Rolls-Royce powers ahead with $4bn order

10th Jun 2013 Midlands

Derby-headquartered engineering company Rolls-Royce has bagged a $4bn (£2.6bn) order from Singapore Airlines.

It follows a $2.6bn (£1.6bn) contract for its engines from the airline in October 2012. John Forkin of Marketing Derby said the deal was a major boost to the city's global reputation.

The latest order is to power 50 Boeing 787 Dreamliner aircraft with Trent 1000 engines.

Thirty of the Boeing aircraft will be operated by Singapore Airlines, with the airline's subsidiary, Scoot, taking the other 20.

Eric Schulz, president of civil large engines at Rolls-Royce, said: "We are very proud that Singapore Airlines, one of the most respected carriers in the world, and its subsidiary Scoot have placed their trust in our Trent 1000 and our ability to deliver superior product and service performance.
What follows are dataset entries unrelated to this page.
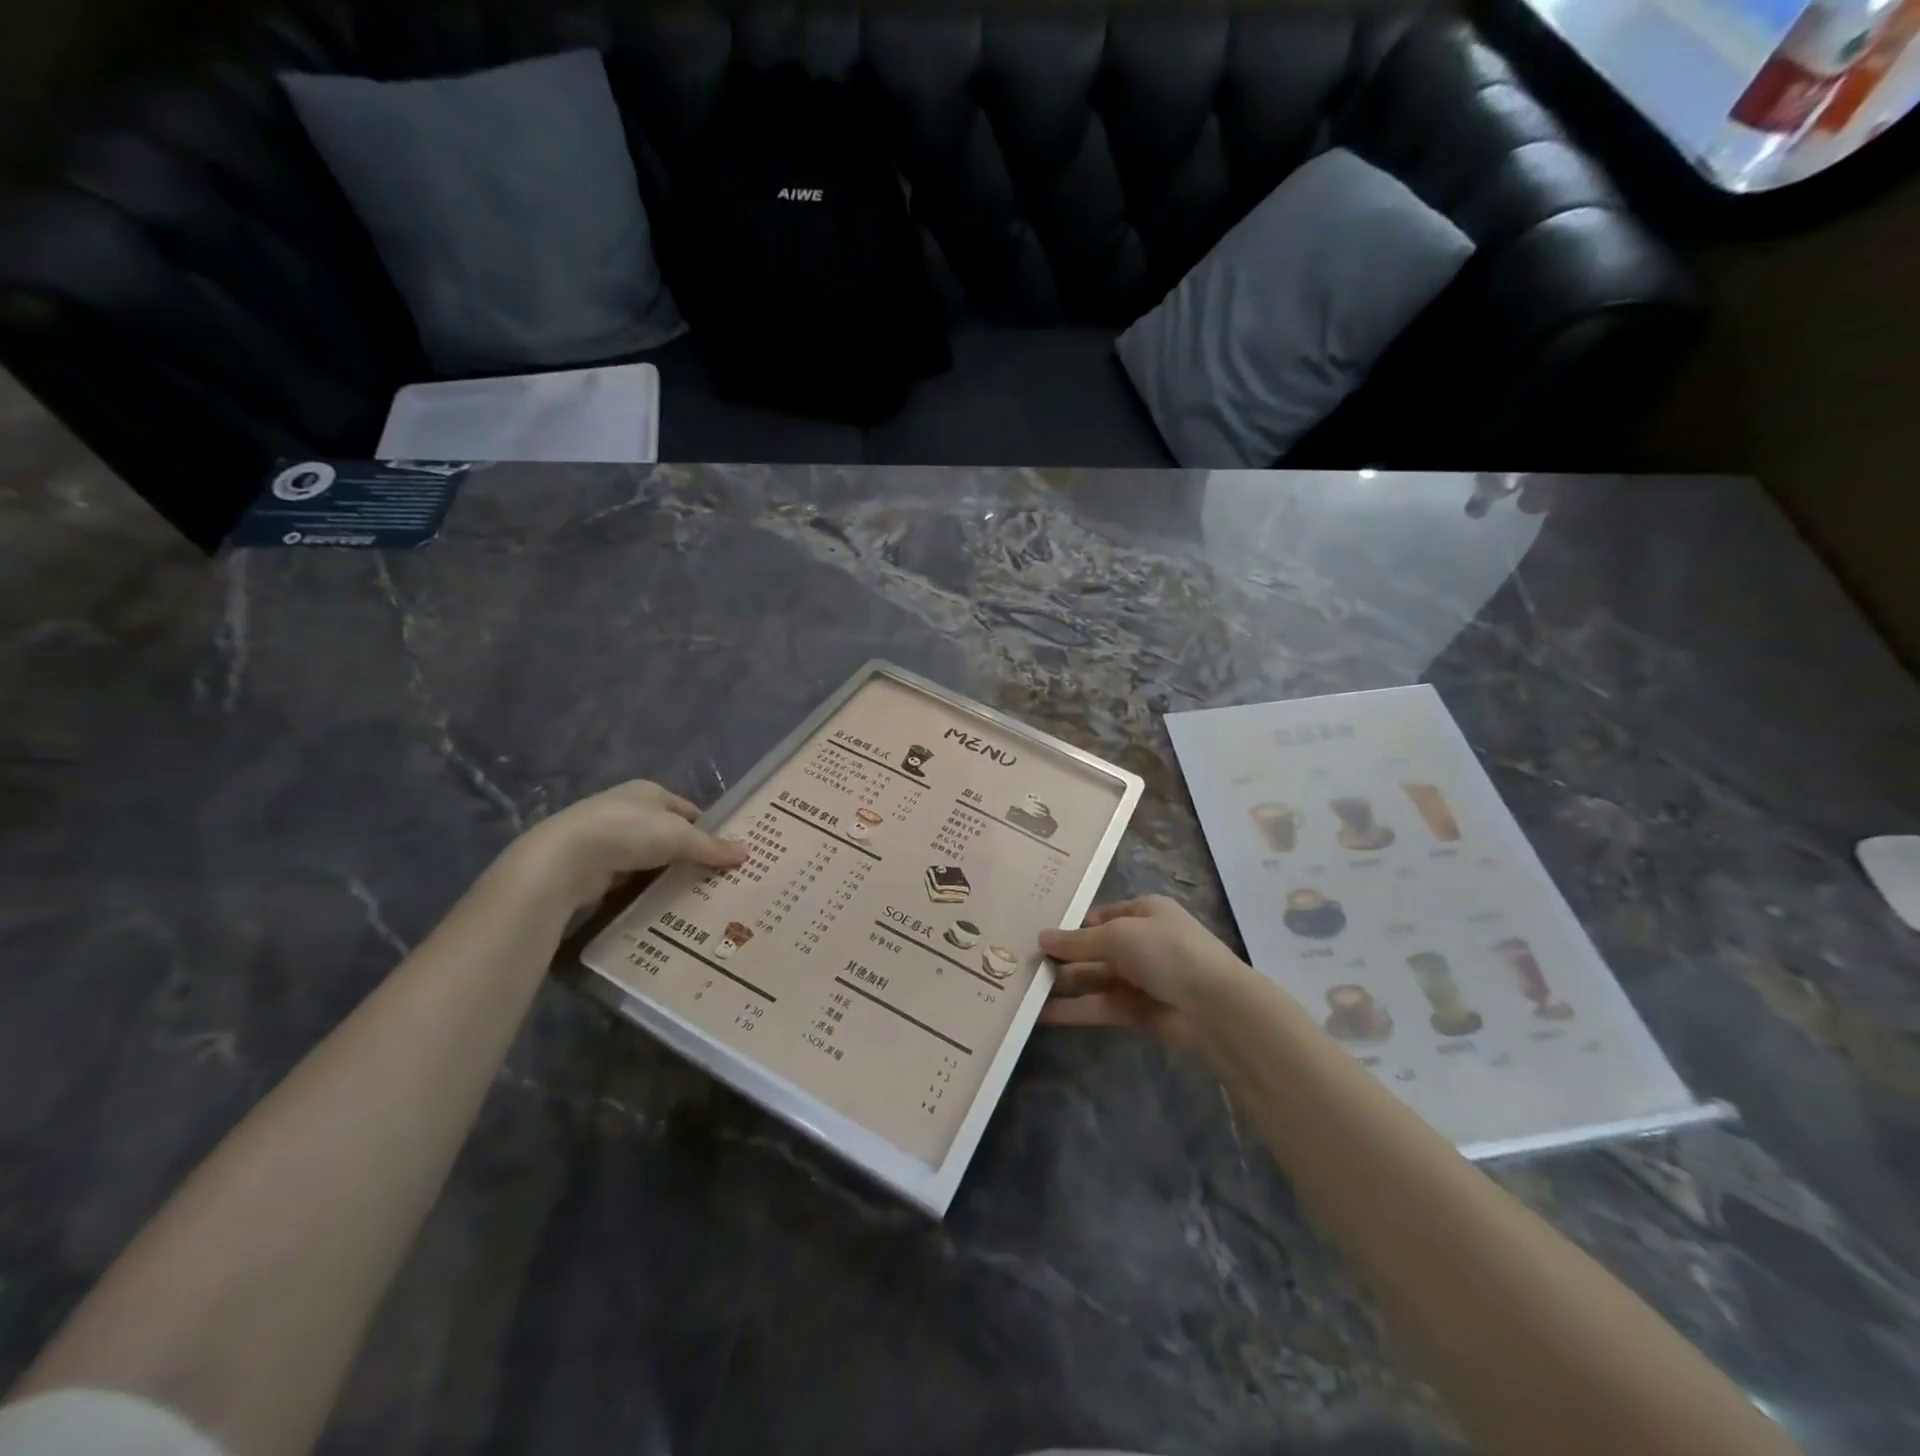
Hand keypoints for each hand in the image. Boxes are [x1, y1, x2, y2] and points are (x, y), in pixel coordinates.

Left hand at [509, 781, 745, 908]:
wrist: (565, 860)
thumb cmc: (629, 833)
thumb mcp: (680, 837)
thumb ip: (712, 847)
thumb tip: (747, 853)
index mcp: (649, 791)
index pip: (688, 809)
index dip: (708, 829)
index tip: (726, 853)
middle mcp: (628, 809)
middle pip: (668, 832)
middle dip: (688, 853)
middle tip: (715, 878)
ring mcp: (607, 837)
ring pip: (648, 856)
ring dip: (665, 872)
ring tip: (691, 894)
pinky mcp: (592, 865)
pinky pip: (629, 876)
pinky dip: (643, 888)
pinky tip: (659, 903)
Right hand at [1037, 895, 1250, 1048]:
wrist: (1215, 1007)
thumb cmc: (1167, 952)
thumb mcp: (1117, 936)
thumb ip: (1077, 941)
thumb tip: (1042, 938)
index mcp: (1146, 911)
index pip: (1102, 915)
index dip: (1072, 925)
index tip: (1039, 935)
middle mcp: (1144, 942)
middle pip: (1097, 948)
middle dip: (1064, 957)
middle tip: (1025, 964)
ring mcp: (1144, 978)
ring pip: (1097, 979)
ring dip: (1066, 984)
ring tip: (1026, 990)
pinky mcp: (1141, 1012)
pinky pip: (1103, 1006)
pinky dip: (1077, 1010)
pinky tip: (1044, 1014)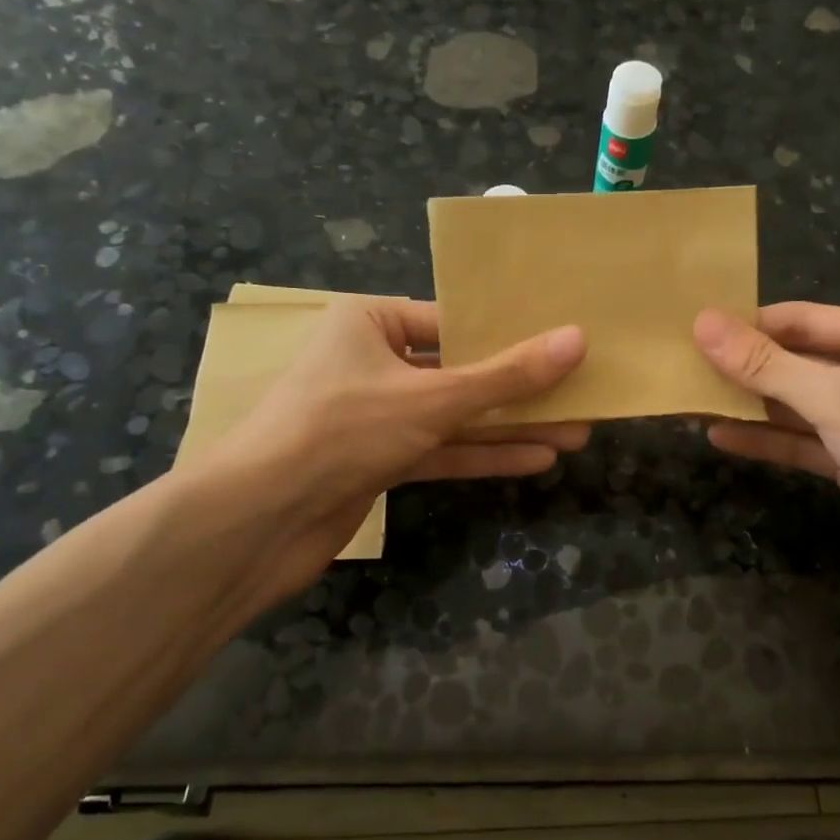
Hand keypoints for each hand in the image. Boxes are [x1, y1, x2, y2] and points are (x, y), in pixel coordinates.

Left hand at [172, 298, 585, 619]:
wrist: (258, 520)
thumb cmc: (342, 429)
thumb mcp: (434, 397)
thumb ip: (506, 375)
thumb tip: (577, 340)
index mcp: (369, 322)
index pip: (452, 319)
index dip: (509, 332)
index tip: (562, 342)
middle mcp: (372, 361)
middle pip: (460, 370)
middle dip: (520, 389)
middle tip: (581, 394)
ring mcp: (375, 415)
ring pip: (455, 415)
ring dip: (510, 426)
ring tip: (575, 431)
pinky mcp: (378, 461)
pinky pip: (440, 449)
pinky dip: (482, 455)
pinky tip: (535, 459)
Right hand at [695, 303, 839, 637]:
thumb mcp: (839, 399)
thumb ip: (768, 366)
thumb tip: (702, 323)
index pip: (806, 320)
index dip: (749, 325)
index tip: (690, 329)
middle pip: (801, 362)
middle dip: (746, 367)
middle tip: (681, 364)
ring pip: (800, 406)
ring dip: (751, 405)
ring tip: (690, 397)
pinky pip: (806, 445)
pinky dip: (768, 441)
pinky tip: (721, 435)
"This decision is a tremendous reflection of the deep relationship that Rolls-Royce and Singapore Airlines enjoy, and allows us to continue to develop our strategic alignment."

Singapore Airlines and Scoot currently operate a total of 88 Rolls-Royce-powered aircraft, with 88 more on order.

Jonathan Asherson, regional director in South East Asia for Rolls-Royce, added: "This decision for Trent 1000 engines underpins the strong partnerships we have developed with Singapore over many years.

"Singapore Airlines, and SIA Engineering Company, have been core components of our strategic relationships here that now include major services and manufacturing activity, technology acquisition and training. We are committed to further developing these successful partnerships."

The Singapore Airlines order for the Boeing 787-10X is conditional on Boeing formally launching the programme.

At the end of May (2013), Singapore revealed its intention to order 30 additional Airbus A350-900 aircraft, which will all be powered by the Trent engines.

John Forkin of Marketing Derby said: "The Dreamliner deal alone is valued at $4bn and is testament to the quality of the workforce in design, engineering, production and sales.

"The city is home to the UK's leading clusters in aerospace, rail and nuclear technology and central to this is a quality workforce centred on advanced engineering.

"Up-and-coming developments such as the Global Technology Campus on the city's south side, and the University Technology College on Pride Park, as well as the Rolls-Royce academy itself, will play an important role in keeping Derby globally competitive and attractive for investors."

The Dreamliner deal means the Rolls-Royce order book now stands close to £70bn and the company now employs 45,000 staff across the world, with 13,000 in Derby.